Problem: From the top of the entries, reproduce each line exactly, stopping after the line that contains "ring tip: (1007, 1037)". Omit pictures.

Data records:
********************
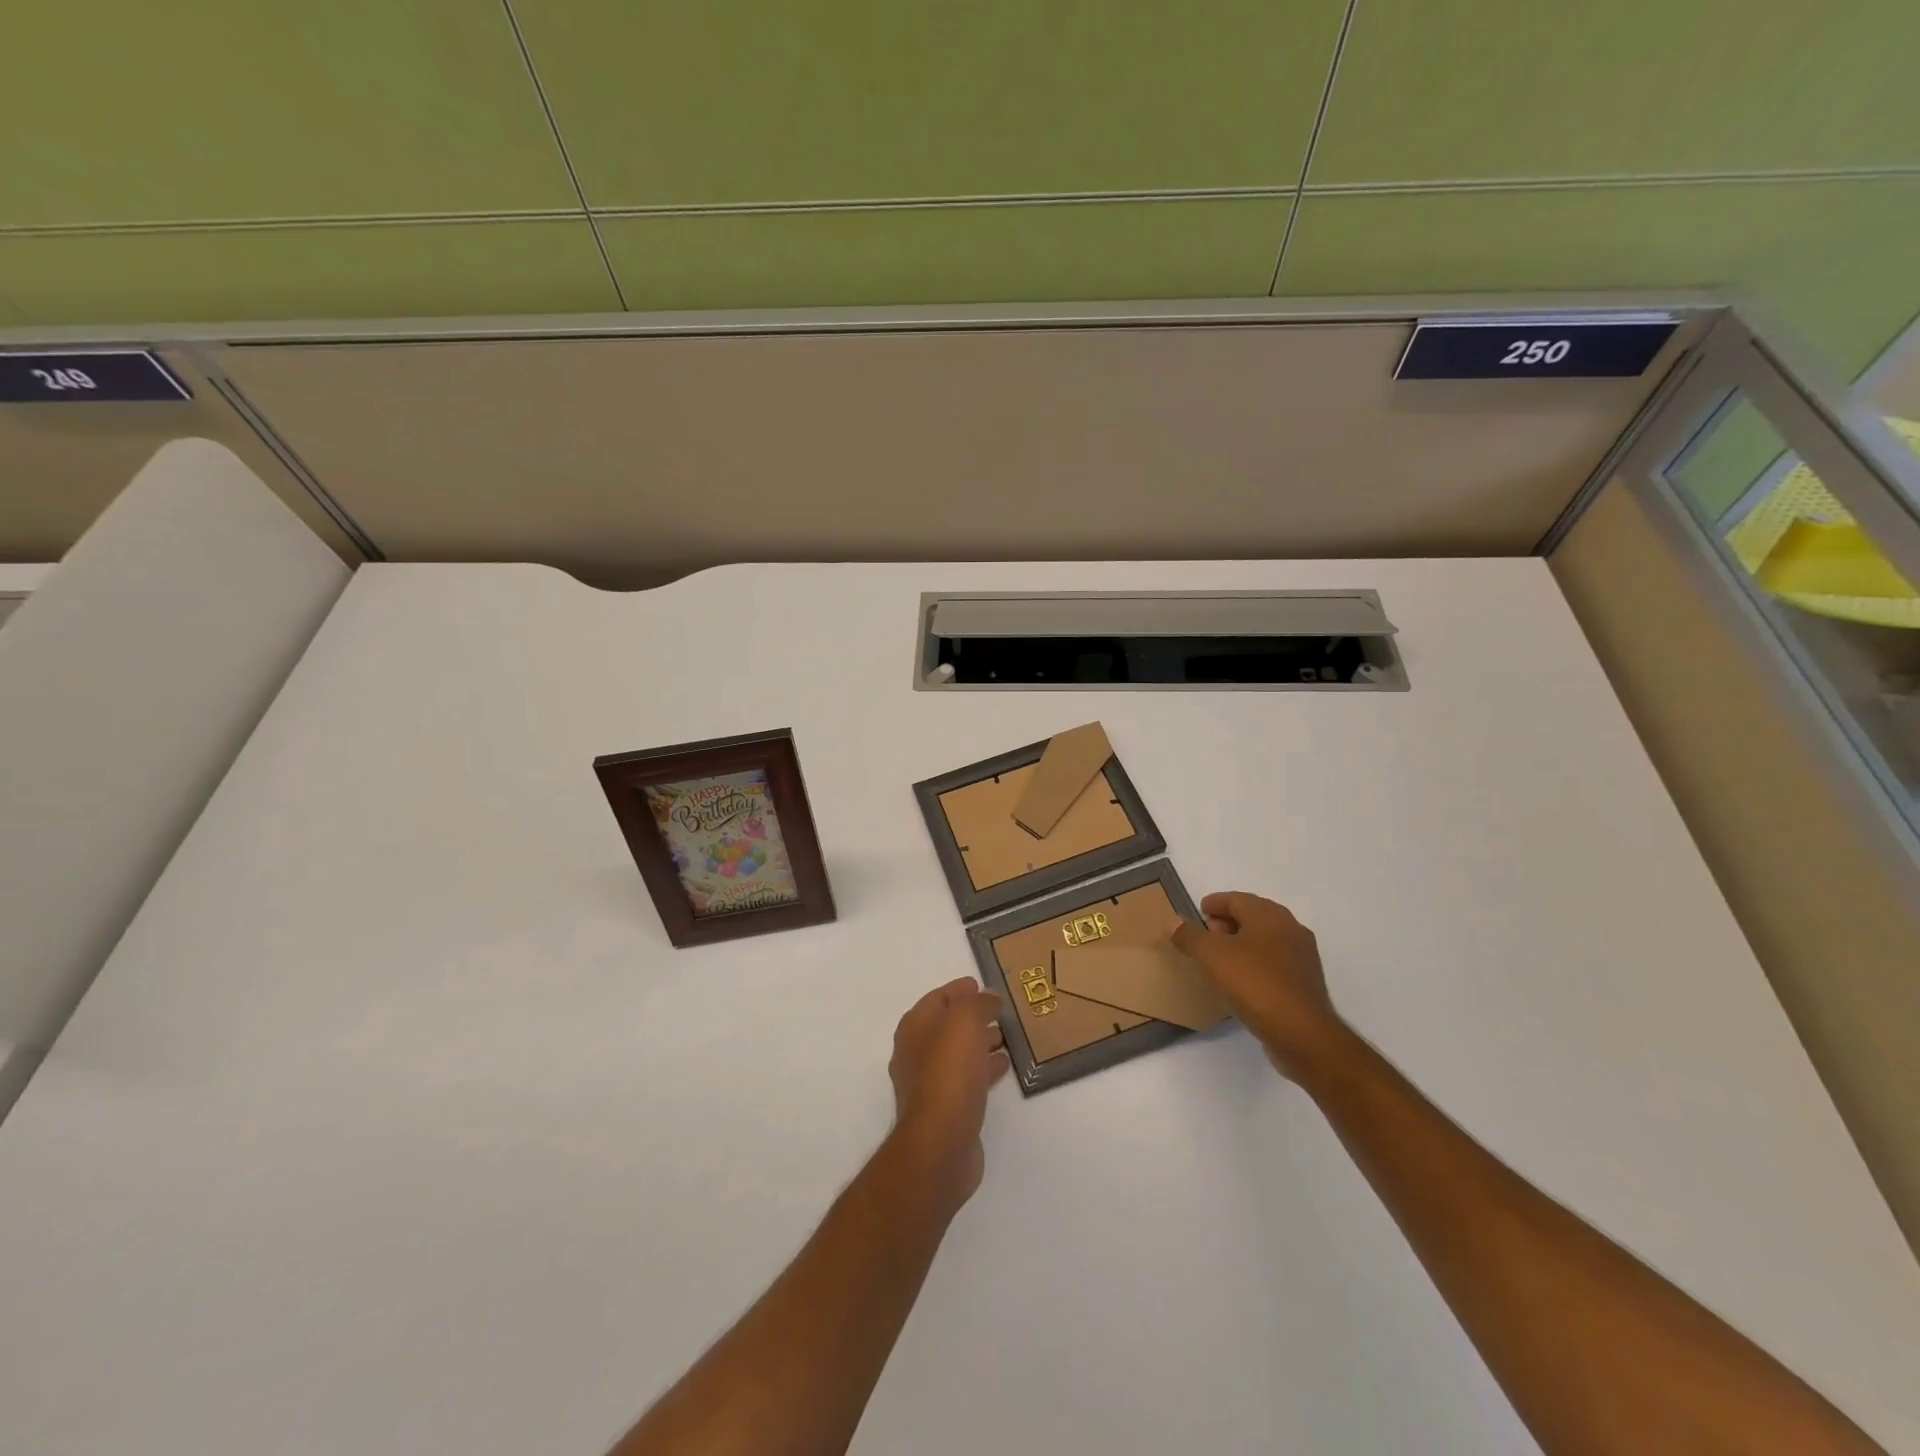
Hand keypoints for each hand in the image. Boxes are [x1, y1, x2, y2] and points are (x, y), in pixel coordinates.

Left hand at [887, 978, 1009, 1215]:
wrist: (940, 1144)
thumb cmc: (949, 1073)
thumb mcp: (965, 1022)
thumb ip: (978, 1004)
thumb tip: (989, 997)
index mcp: (915, 1028)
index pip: (938, 998)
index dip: (959, 990)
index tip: (980, 984)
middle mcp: (916, 1052)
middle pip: (947, 1026)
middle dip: (972, 1016)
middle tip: (1000, 1011)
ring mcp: (929, 1083)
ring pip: (958, 1053)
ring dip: (980, 1042)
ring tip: (1007, 1037)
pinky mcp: (946, 1109)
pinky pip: (967, 1078)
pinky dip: (984, 1068)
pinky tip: (1003, 1066)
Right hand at [1172, 892, 1348, 1079]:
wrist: (1302, 1034)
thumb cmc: (1255, 984)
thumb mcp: (1212, 956)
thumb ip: (1190, 936)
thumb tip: (1172, 922)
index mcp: (1270, 915)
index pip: (1236, 899)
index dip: (1214, 904)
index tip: (1198, 913)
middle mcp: (1290, 929)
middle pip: (1253, 916)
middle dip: (1227, 923)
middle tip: (1205, 936)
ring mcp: (1302, 956)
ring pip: (1265, 940)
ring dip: (1241, 943)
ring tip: (1219, 960)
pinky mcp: (1305, 983)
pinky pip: (1274, 963)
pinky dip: (1255, 963)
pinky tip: (1241, 981)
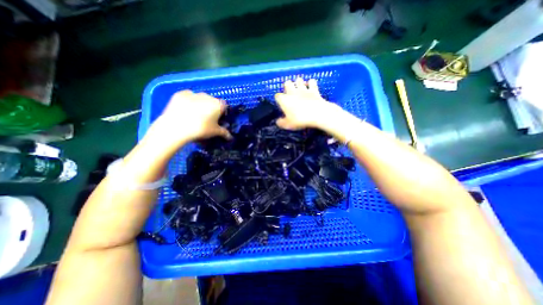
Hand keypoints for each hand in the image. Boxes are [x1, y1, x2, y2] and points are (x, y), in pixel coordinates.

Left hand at [149, 90, 232, 145]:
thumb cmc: (200, 129)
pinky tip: (185, 111)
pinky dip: (189, 102)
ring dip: (200, 104)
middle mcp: (208, 96)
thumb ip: (224, 133)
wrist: (176, 127)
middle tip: (207, 119)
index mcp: (218, 104)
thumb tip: (230, 137)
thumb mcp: (215, 132)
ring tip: (194, 116)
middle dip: (211, 108)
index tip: (218, 120)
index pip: (225, 106)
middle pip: (213, 101)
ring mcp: (194, 93)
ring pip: (200, 98)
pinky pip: (188, 97)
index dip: (222, 113)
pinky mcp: (180, 93)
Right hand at [276, 78, 337, 129]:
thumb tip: (278, 121)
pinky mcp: (314, 90)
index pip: (277, 96)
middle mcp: (292, 92)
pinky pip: (312, 82)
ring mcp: (304, 89)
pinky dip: (311, 83)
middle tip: (289, 92)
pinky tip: (311, 86)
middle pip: (287, 83)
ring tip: (299, 87)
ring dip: (298, 82)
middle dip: (287, 86)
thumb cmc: (299, 119)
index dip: (278, 98)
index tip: (280, 103)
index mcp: (284, 100)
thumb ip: (281, 122)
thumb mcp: (288, 124)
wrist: (317, 114)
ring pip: (299, 80)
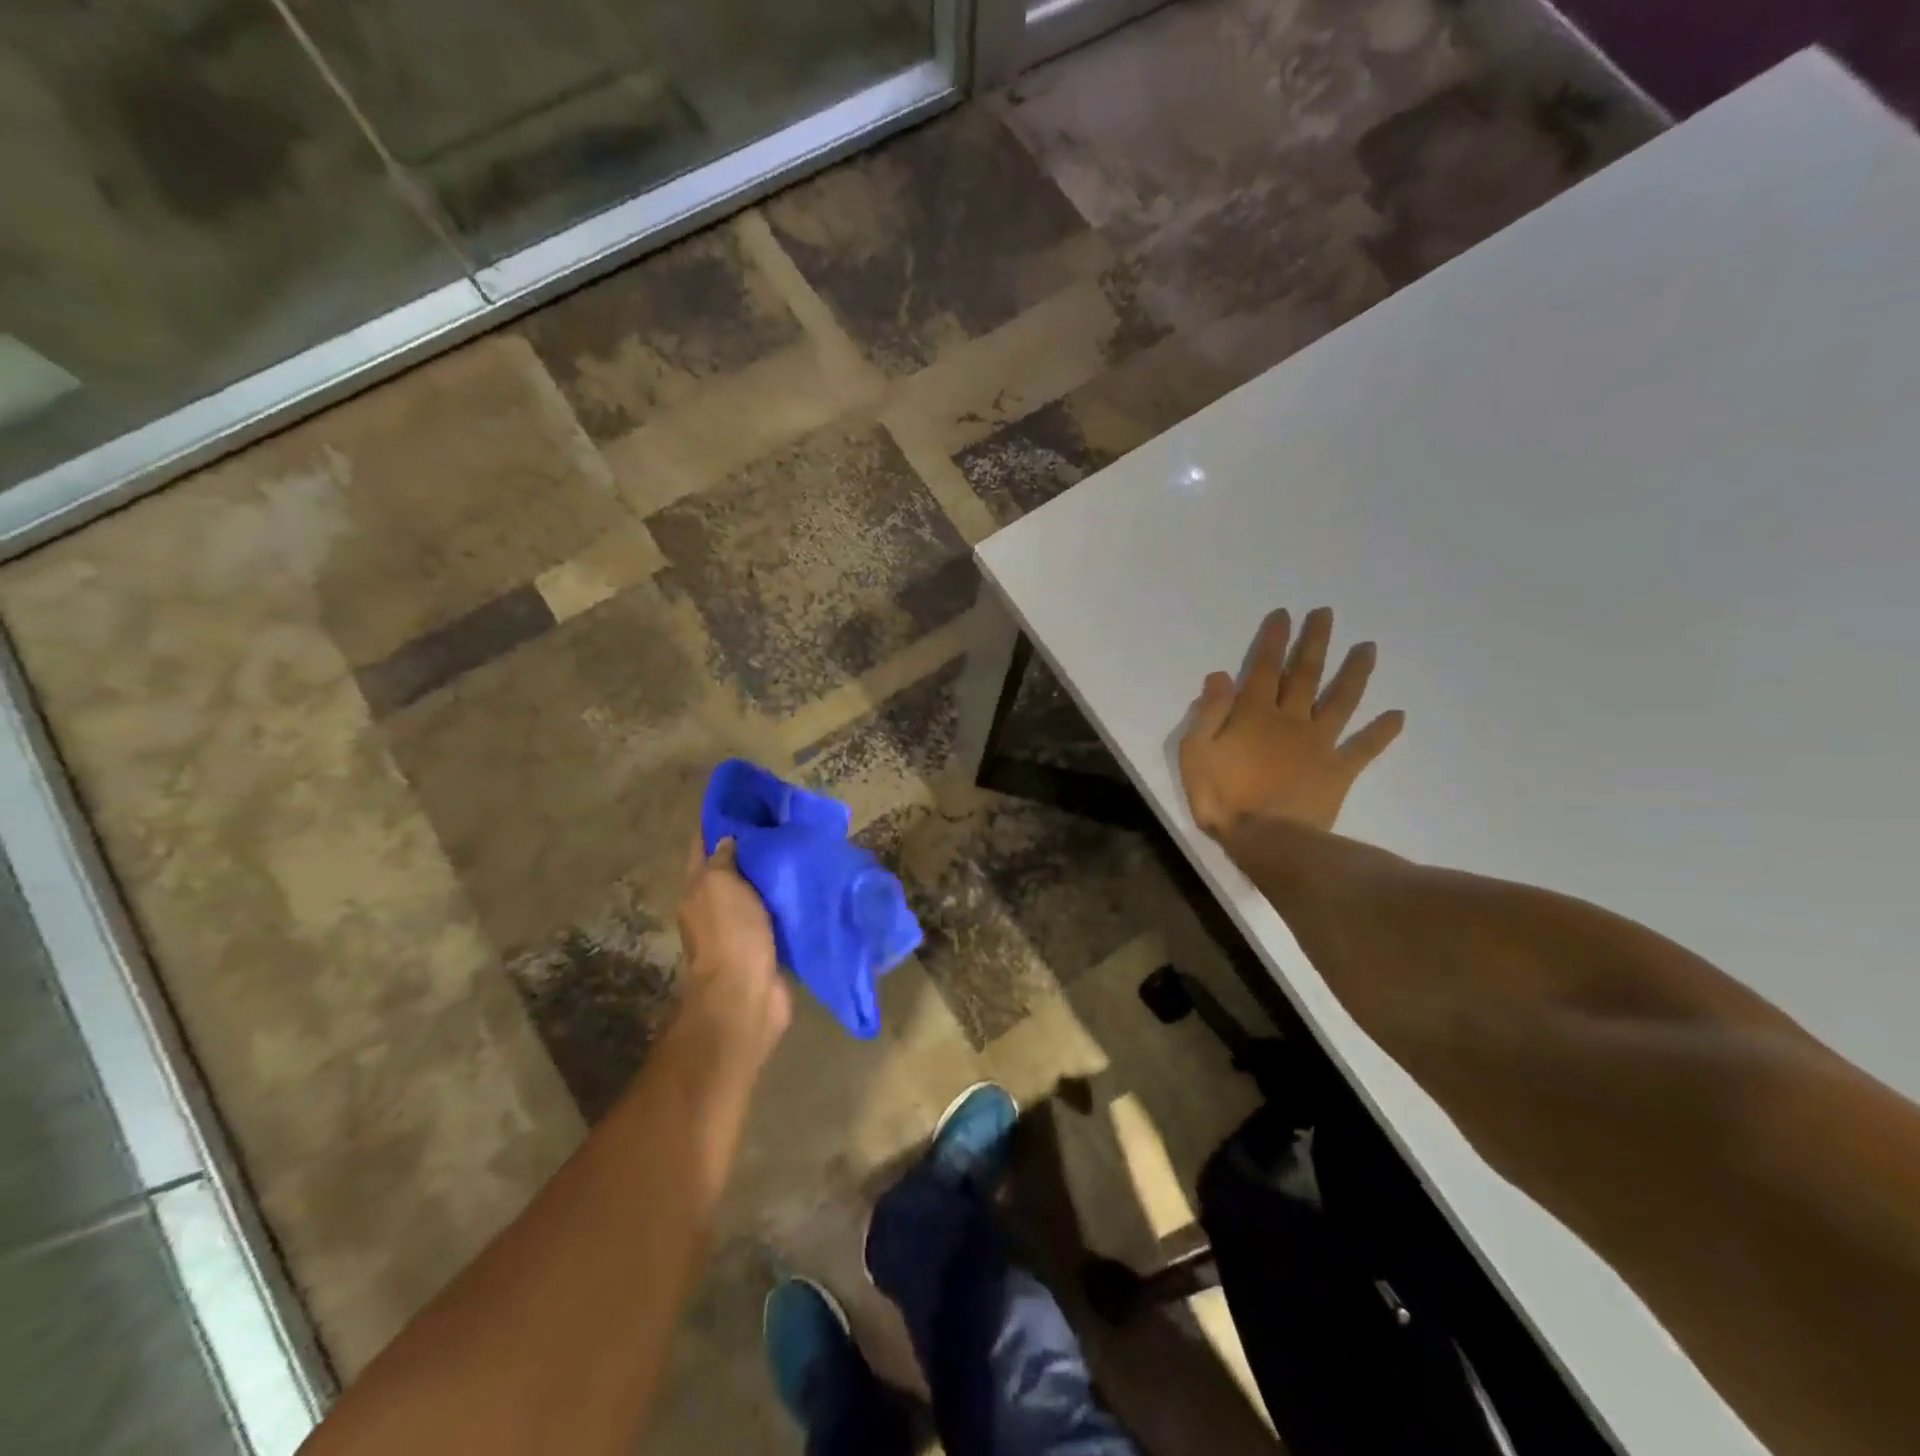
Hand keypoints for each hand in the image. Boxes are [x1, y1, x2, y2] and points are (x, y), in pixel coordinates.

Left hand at [675, 837, 789, 1063]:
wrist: (747, 994)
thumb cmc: (730, 933)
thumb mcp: (719, 885)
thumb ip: (723, 859)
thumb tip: (729, 838)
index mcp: (698, 889)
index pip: (704, 845)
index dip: (719, 820)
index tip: (745, 798)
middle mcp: (716, 905)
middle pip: (732, 867)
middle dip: (753, 845)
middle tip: (784, 820)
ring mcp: (742, 927)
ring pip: (758, 890)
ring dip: (774, 873)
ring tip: (802, 846)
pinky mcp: (768, 943)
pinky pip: (778, 912)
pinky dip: (789, 898)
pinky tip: (810, 883)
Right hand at [1180, 607, 1404, 838]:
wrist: (1267, 840)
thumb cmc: (1223, 797)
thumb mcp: (1196, 753)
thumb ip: (1208, 713)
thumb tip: (1219, 675)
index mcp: (1254, 714)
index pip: (1263, 667)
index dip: (1273, 640)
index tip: (1284, 614)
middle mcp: (1291, 719)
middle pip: (1305, 674)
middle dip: (1314, 642)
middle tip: (1327, 614)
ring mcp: (1319, 743)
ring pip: (1341, 700)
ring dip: (1355, 672)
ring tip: (1369, 648)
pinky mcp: (1338, 769)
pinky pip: (1364, 747)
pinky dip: (1382, 732)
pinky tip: (1398, 715)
********************
Task result:
Hand keypoints for each hand in the image. Boxes are [x1, y1, x2, y2] and points are (x, y), in pixel coordinates.

Left hand at [887, 978, 1009, 1215]:
wrist: (940, 1144)
thumb cmc: (949, 1073)
thumb mcp: (965, 1022)
thumb ip: (978, 1004)
thumb tip: (989, 997)
index mcp: (915, 1028)
index pip: (938, 998)
index dip: (959, 990)
index tip: (980, 984)
middle mcp: (916, 1052)
middle pip: (947, 1026)
middle dip: (972, 1016)
middle tip: (1000, 1011)
ring mcp: (929, 1083)
ring pip: (958, 1053)
ring dip: (980, 1042)
ring tip: (1007, 1037)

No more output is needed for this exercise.